* [What is being asked]:
Below are some records. Pull every line that contains the word "path".

* [Material supplied]:

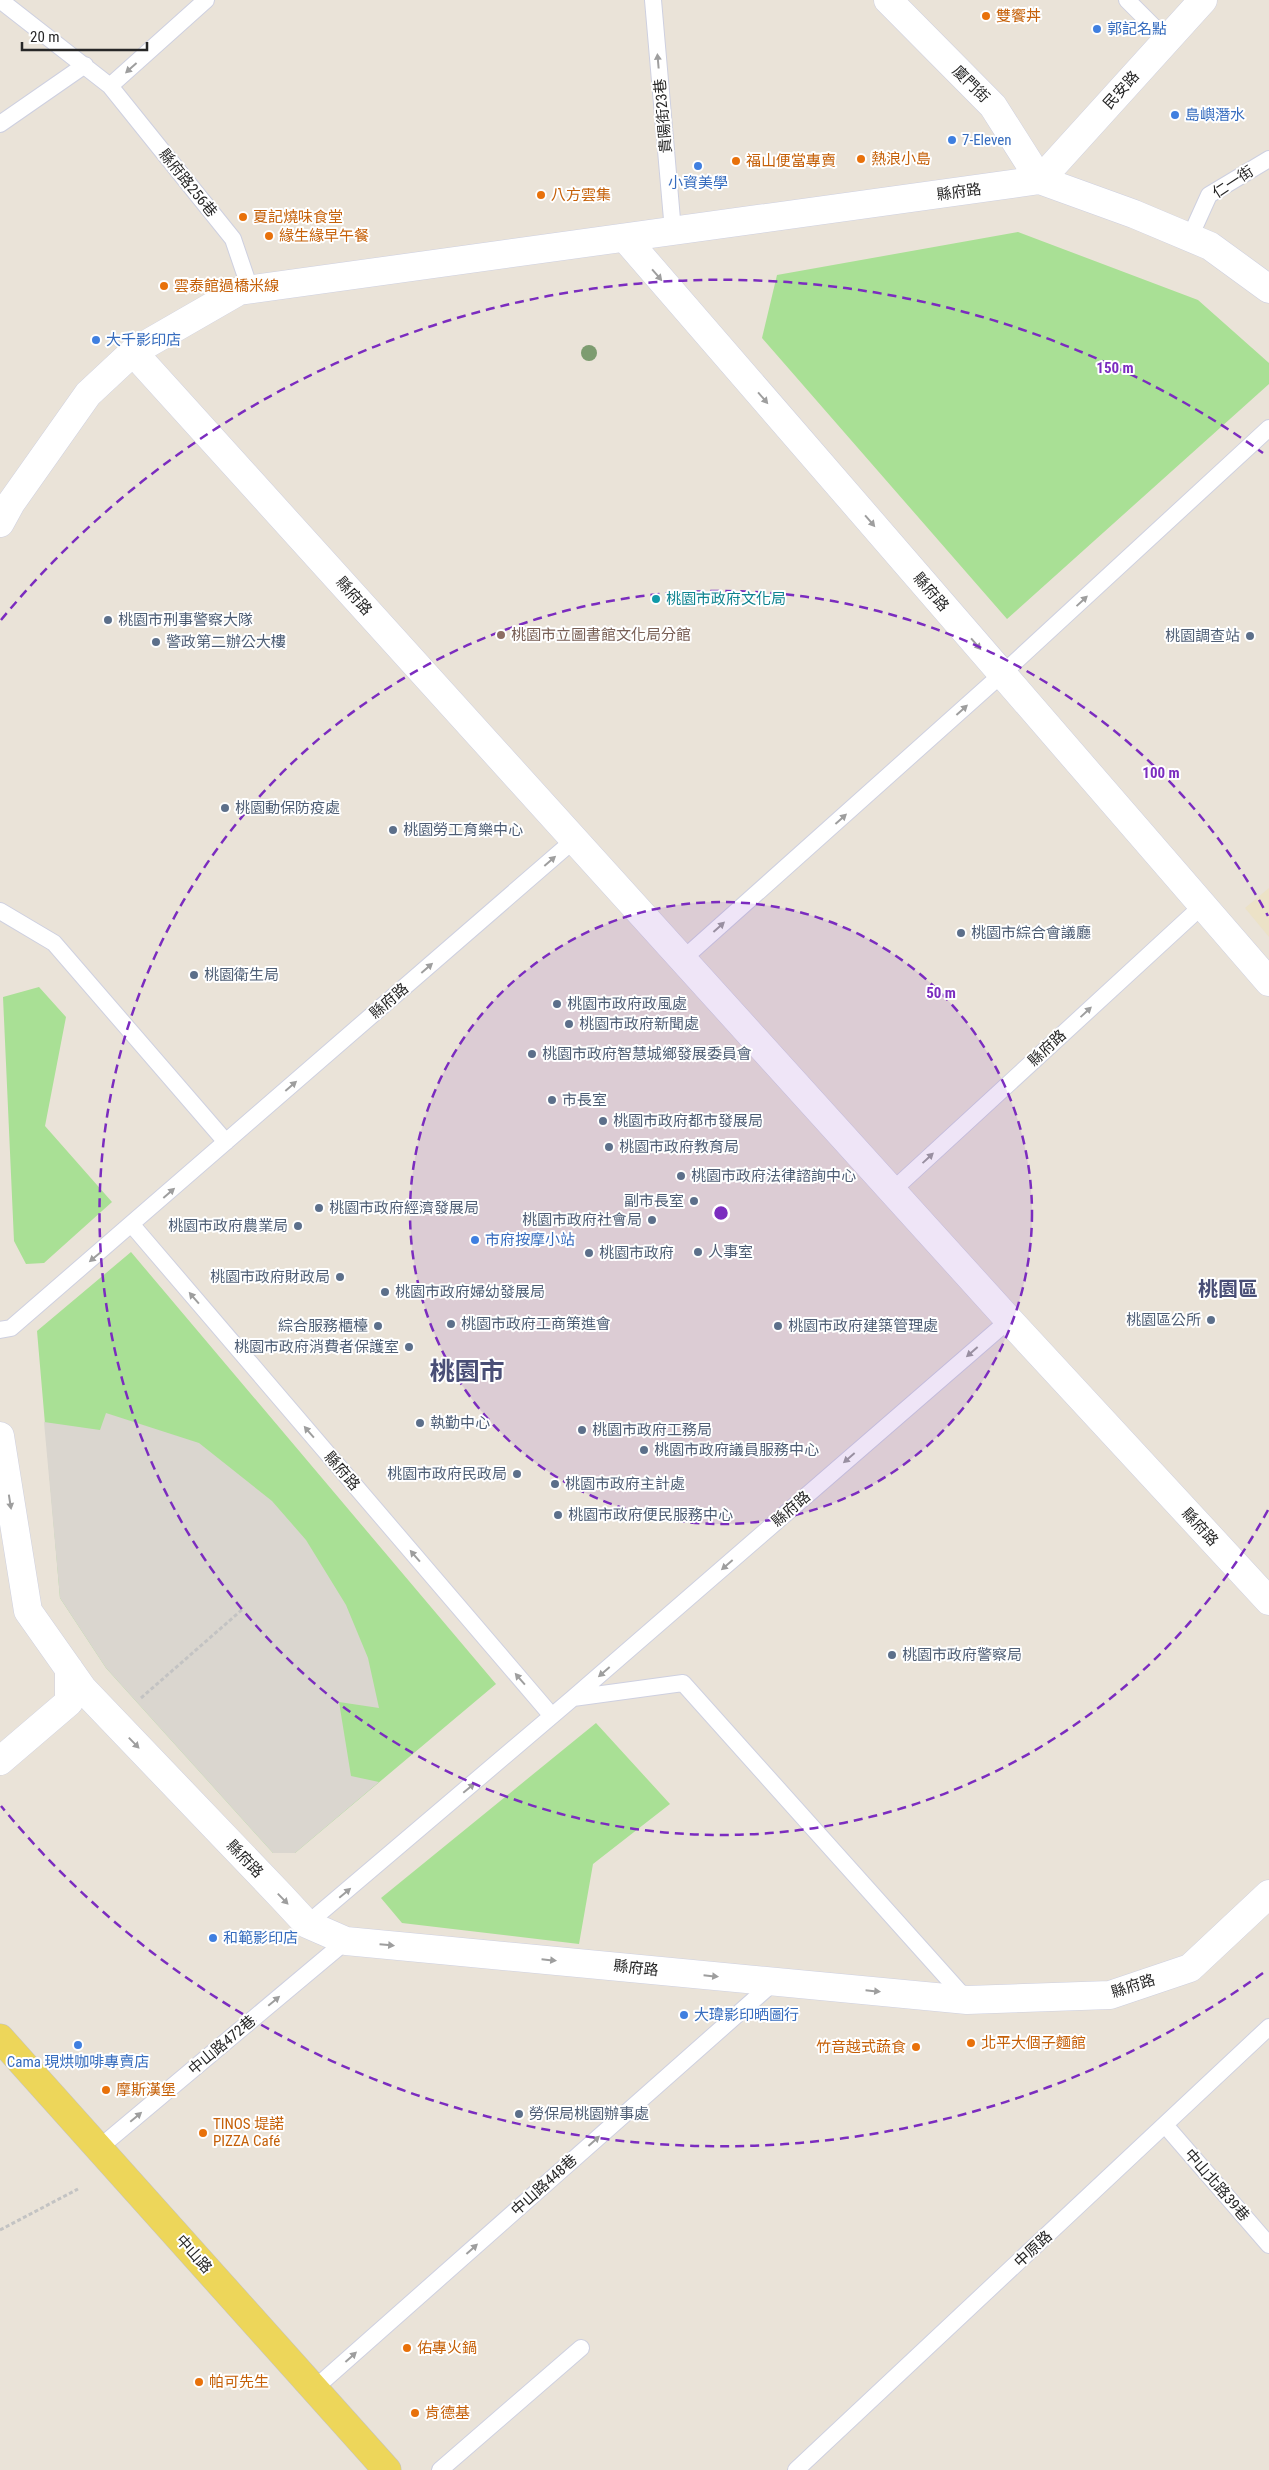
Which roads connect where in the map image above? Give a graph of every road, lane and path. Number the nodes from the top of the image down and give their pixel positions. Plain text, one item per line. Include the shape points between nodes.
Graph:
1 (0, 0) edge
2 (206, 0) edge
3 (653, 0) edge
4 (888, 0) edge
5 (1127, 0) edge
6 (1203, 0) edge
7 (1167, 40) junction
8 (85, 65) junction
9 (110, 86) junction
10 (0, 124) edge
11 (1269, 159) edge
12 (1040, 180) junction
13 (673, 231) junction
14 (1190, 237) junction
15 (625, 238) junction
16 (250, 289) junction
17 (1269, 289) edge
18 (133, 352) junction
19 (1269, 428) edge
20 (0, 523) edge
21 (1002, 674) junction
22 (574, 840) junction
23 (1203, 906) junction
24 (0, 912) edge
25 (683, 959) junction
26 (1269, 982) edge
27 (226, 1142) junction
28 (892, 1191) junction
29 (132, 1225) junction
30 (1009, 1320) junction
31 (0, 1330) edge
32 (0, 1436) edge
33 (1269, 1602) edge
34 (244, 1608) dead end
35 (70, 1669) junction
36 (573, 1698) junction
37 (69, 1702) junction
38 (136, 1702) dead end
39 (101, 1708) junction
40 (552, 1716) junction
41 (0, 1761) edge
42 (1269, 1894) edge
43 (307, 1924) junction
44 (346, 1941) junction
45 (774, 1982) junction
46 (967, 2000) junction
47 (1269, 2027) edge
48 (0, 2038) edge
49 (1165, 2125) junction
50 (99, 2148) junction
51 (78, 2189) dead end
52 (0, 2230) edge
53 (1269, 2245) edge
54 (581, 2348) dead end
55 (314, 2389) junction
56 (386, 2470) edge
57 (440, 2470) edge
58 (796, 2470) edge

1 - 8 lane, 縣府路256巷
2 -> 9 lane
13 -> 3 lane, 貴陽街23巷
4 - 12 street, 廈門街 via 993,106
5 - 7 lane
6 - 7 street, 民安路
7 - 12 street, 民安路
8 - 9 lane, 縣府路256巷
8 - 10 lane
9 - 16 lane, 縣府路256巷 via 233,239
11 - 14 lane, 仁一街 via 1209,195
12 - 13 street, 縣府路
12 - 14 street, 縣府路
13 - 15 street, 縣府路
14 - 17 street, 縣府路 via 1210,246
15 - 16 street, 縣府路
15 -> 21 street, 縣府路
16 - 18 street, 縣府路 via 239,291
18 - 20 street, 縣府路 via 88,394
18 - 22 street, 縣府路
21 -> 19 lane
21 - 23 street, 縣府路
25 -> 21 lane
22 - 25 street, 縣府路
27 -> 22 lane, 縣府路
23 - 26 street, 縣府路
28 -> 23 lane, 縣府路
24 - 27 lane via 54,942
25 - 28 street, 縣府路
29 -> 27 lane, 縣府路
28 - 30 street, 縣府路
29 -> 31 lane, 縣府路 via 11,1328
40 -> 29 lane, 縣府路
30 - 33 street, 縣府路
30 -> 36 lane, 縣府路
32 -> 35 street, 縣府路 via 28,1612
34 - 38 path
35 - 37 street
35 - 39 street, 縣府路
36 - 40 lane, 縣府路
36 - 46 lane via 683,1683
37 - 39 street
37 - 41 street
39 -> 43 street, 縣府路
43 -> 40 lane, 縣府路
42 - 46 street, 縣府路 via 1190,1968 1110,1996
43 - 44 street, 縣府路
44 -> 45 street, 縣府路
50 -> 44 lane, 中山路472巷
45 -> 46 street, 縣府路
55 -> 45 lane, 中山路448巷
47 - 49 lane, 中原路
48 - 50 main road, 中山路
49 - 53 lane, 中山北路39巷
49 - 58 lane, 中原路
50 - 55 main road, 中山路
51 - 52 path
54 - 57 lane
55 - 56 main road, 中山路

* [The completed task]:
Which roads connect where in the map image above? Give a graph of every road, lane and path. Number the nodes from the top of the image down and give their pixel positions. Plain text, one item per line. Include the shape points between nodes.
34 - 38 path
51 - 52 path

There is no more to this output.